İzmir Büyükşehir Belediyesi ev sahipliğinde İZFAŞ tarafından düzenlenen 88. İzmir Enternasyonal Fuarı Lozan Kapı girişinde ziyaretçileri bu yıl ilk kez kitap sokağı karşıladı. Kitap sokağının hemen karşısında kaskatlı havuzun yanında gerçekleştirilen “Yüz Yüze Sohbetler” birbirinden değerli düşünür ve yazarlara ev sahipliği yaptı. İsmet İnönü Sanat Merkezi ise dokuz gün boyunca birbirinden değerli sanatçıları sahnesinde ağırladı. Kültürpark’ın Lozan Kapı girişi, sanatçıların İzmirliler ile buluşma noktası oldu.
“Delilikte direndiğim için bilge oldum, Don Kişot’um ben!”
İsmet İnönü Sanat Merkezi, 14 Eylül’de Cervantes’in ölümsüz eseri Don Kişot’u ağırladı. Oyunda Ozan Güven, yel değirmenleriyle savaşan Don Kişot’u canlandırırken, Don Kişot’un aklı selim tarafı olan Sancho Panza’ya ise Günay Karacaoğlu hayat verdi. Nazlı Tosunoğlu, Ömür Arpacı gibi isimlerden oluşan geniş oyuncu kadrosu ise izleyicilerden tam not aldı. Don Kişot’un seyircilerine delilikle ilgili yorumu ise şöyle oldu: “Delilikte direndiğim için bilge oldum. Zalimlerin yönettiği bir dünyadansa deliliğin dünyasını tercih ettim ben, gerçek bilgelik delilikmiş sonradan gördüm, korkunun esaretinden bile kurtarıyor insanı. Don Kişot’um Ben!”.

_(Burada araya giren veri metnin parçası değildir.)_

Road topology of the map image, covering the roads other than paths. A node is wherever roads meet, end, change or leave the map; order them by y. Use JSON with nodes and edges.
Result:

Ozan Güven: “İzmir’e ait vefa borcumu ödedim”
Oyunun başrol oyuncusu Ozan Güven, İzmir Fuarı’nda sahne almanın kendisi için önemine değinerek; “Çok fazla sanatçıyı bir arada bu fuarda izledik biz. İzmir Fuarı’nın büyülü atmosferini iyi bilirim. Burada pek çok sanatçıyı çocukken izleme fırsatım oldu. Eski günlerini de bildiğim için fuarın yeniden o günlere benzediğini gördüm. İzmir’de büyüdüğüm buraya olan özlemimi giderdim. Aynı zamanda İzmir’e ait vefa borcumu ödemiş gibi hissettim. İzmir Fuarı benim çocukluğumdan beri tanış olduğum bir organizasyon olduğu için burada sahne almaktan son derece mutluyum” dedi.

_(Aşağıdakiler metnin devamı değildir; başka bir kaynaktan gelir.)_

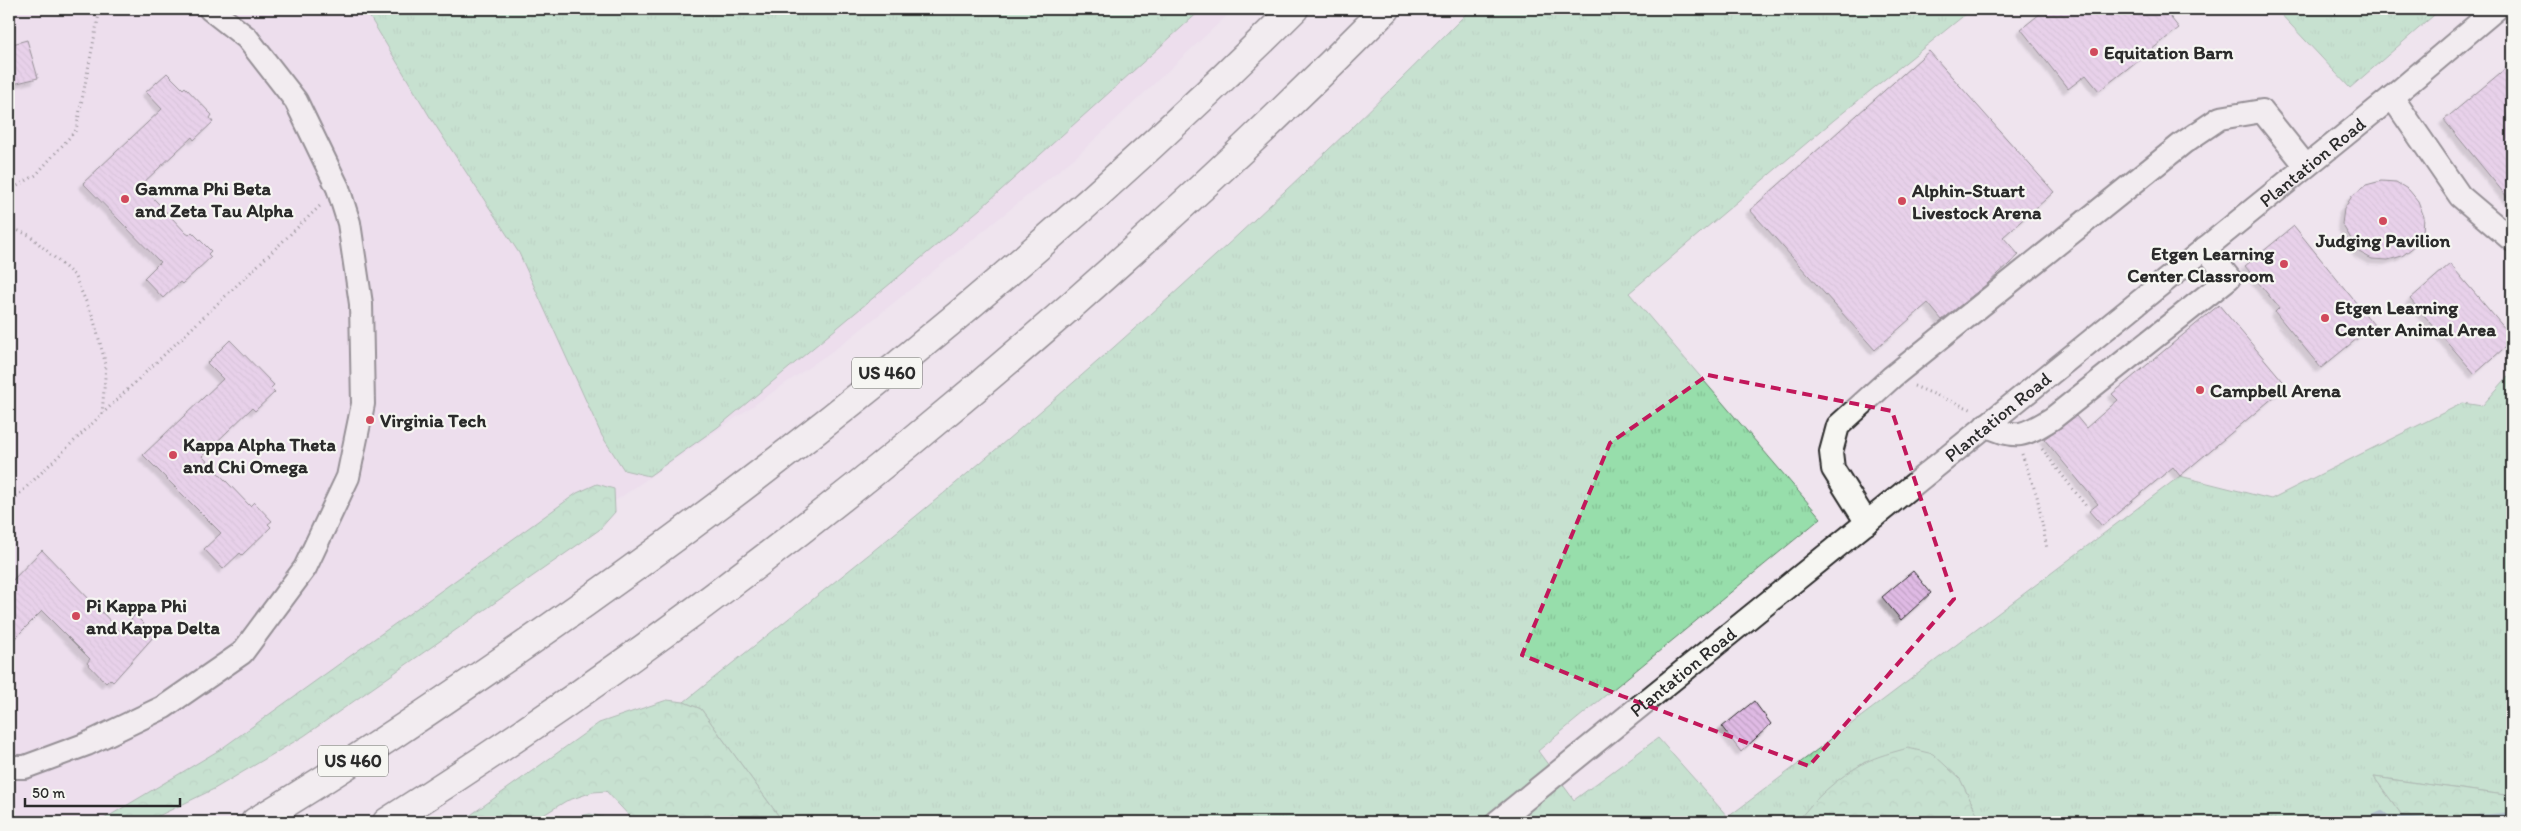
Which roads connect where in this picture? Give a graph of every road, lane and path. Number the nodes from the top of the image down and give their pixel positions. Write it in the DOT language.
graph roads {
  1 [pos="100,9"];
  2 [pos="210,9"];
  3 [pos="1294,9"];
  4 [pos="1386,9"];
  5 [pos="2496,9"];
  6 [pos="2392,97"];
  7 [pos="2306,166"];
  8 [pos="338,188"];
  9 [pos="9,191"];
  10 [pos="9,227"];
  11 [pos="2512,240"];
  12 [pos="2205,248"];
  13 [pos="1892,377"];
  14 [pos="102,414"];
  15 [pos="1984,419"];
  16 [pos="2023,435"];
  17 [pos="9,504"];
  18 [pos="2086,506"];
  19 [pos="1866,524"];
  20 [pos="2048,549"];
  21 [pos="533,725"];
  22 [pos="9,767"];
  23 [pos="255,822"];
  24 [pos="387,822"];
  25 [pos="422,822"];
  26 [pos="1497,822"];
  1 -- 9 [label="path"];
  2 -- 8 [label="street"];
  3 -- 23 [label="highway, US 460"];
  4 -- 21 [label="highway"];
  5 -- 6 [label="street, Plantation Road"];
  6 -- 7 [label="street, Plantation Road"];
  6 -- 11 [label="street"];
  7 -- 12 [label="street, Plantation Road"];
  7 -- 13 [label="street"];
  8 -- 14 [label="path"];
  8 -- 22 [label="street"];
  10 -- 14 [label="path"];
  12 -- 15 [label="street, Plantation Road"];
  12 -- 16 [label="street"];
  13 -- 15 [label="path"];
  13 -- 19 [label="street"];
  14 -- 17 [label="path"];
  15 -- 16 [label="street"];
  15 -- 19 [label="street, Plantation Road"];
  16 -- 18 [label="path"];
  16 -- 20 [label="path"];
  19 -- 26 [label="street, Plantation Road"];
  21 -- 24 [label="highway"];
  21 -- 25 [label="highway"];
}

İnsani değerleri kaybetmemek için yazmalı.
Yüz Yüze Sohbetler’in 14 Eylül’deki konuğu ise Murat Menteş oldu. Yazara, Türkiye ve dünyadaki önemli yazarların hayatlarını postmodern bir bakış açısıyla kaleme aldığı “Derde Deva Randevu” isimli kitabının çizimlerini yapan Hakan Karataş eşlik etti. Okurlarıyla buluşan Menteş, insani değerleri kaybetmemek için yazmak gerektiğine değinerek; “Bizler hepimiz artık hümanist olmanın anlamının kalmadığı bir dünyada yaşıyoruz. İnsanlara aslında Ahmet Hamdi Tanpınar’ın, Nazım Hikmet’in Dostoyevski’nin, Farabi’nin ve daha nicelerinin insanlık niteliklerini besleyen yazarlar olduğunu daha çok anlatmamız lazım. Düşüncelerimizi özenli bir şekilde sıraya sokabilmek için yazıyoruz. Bir takım dahi yazarların düşüncelerini yaşatabilmek için. İyi okurlar da aslında düşünce ve ifadelere değer kazandırmak için kitap okurlar. İzmir’in kendine özgü ruhu da sizlerle birlikte bu düşünceyi besliyor” şeklinde konuştu.